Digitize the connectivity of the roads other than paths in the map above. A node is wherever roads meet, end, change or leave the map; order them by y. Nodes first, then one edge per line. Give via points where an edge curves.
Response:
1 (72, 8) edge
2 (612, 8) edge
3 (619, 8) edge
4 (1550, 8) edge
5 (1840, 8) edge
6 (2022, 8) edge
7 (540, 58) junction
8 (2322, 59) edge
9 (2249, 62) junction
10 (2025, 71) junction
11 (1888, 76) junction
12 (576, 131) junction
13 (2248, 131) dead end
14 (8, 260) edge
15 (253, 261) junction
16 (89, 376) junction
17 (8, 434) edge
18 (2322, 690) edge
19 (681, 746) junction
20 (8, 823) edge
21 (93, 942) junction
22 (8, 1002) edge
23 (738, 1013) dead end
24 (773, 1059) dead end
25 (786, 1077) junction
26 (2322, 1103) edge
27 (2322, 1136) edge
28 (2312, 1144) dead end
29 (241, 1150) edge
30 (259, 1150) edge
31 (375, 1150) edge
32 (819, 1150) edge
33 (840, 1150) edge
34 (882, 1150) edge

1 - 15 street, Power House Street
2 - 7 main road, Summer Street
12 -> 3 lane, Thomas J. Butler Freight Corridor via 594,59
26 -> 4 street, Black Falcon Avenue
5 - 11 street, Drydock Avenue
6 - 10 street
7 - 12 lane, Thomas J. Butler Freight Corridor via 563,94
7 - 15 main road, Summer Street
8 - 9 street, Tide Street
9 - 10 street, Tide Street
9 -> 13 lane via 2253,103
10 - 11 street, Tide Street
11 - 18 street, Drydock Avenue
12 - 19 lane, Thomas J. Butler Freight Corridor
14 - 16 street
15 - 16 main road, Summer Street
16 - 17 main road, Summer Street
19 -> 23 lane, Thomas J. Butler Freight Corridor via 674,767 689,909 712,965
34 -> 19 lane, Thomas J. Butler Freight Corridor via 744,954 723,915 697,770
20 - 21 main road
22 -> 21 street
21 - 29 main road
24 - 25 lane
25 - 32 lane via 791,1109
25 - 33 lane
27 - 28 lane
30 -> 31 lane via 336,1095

********************

Select every line in the material above where the string "Avenue" occurs, and copy it.

26 -> 4 street, Black Falcon Avenue
5 - 11 street, Drydock Avenue
11 - 18 street, Drydock Avenue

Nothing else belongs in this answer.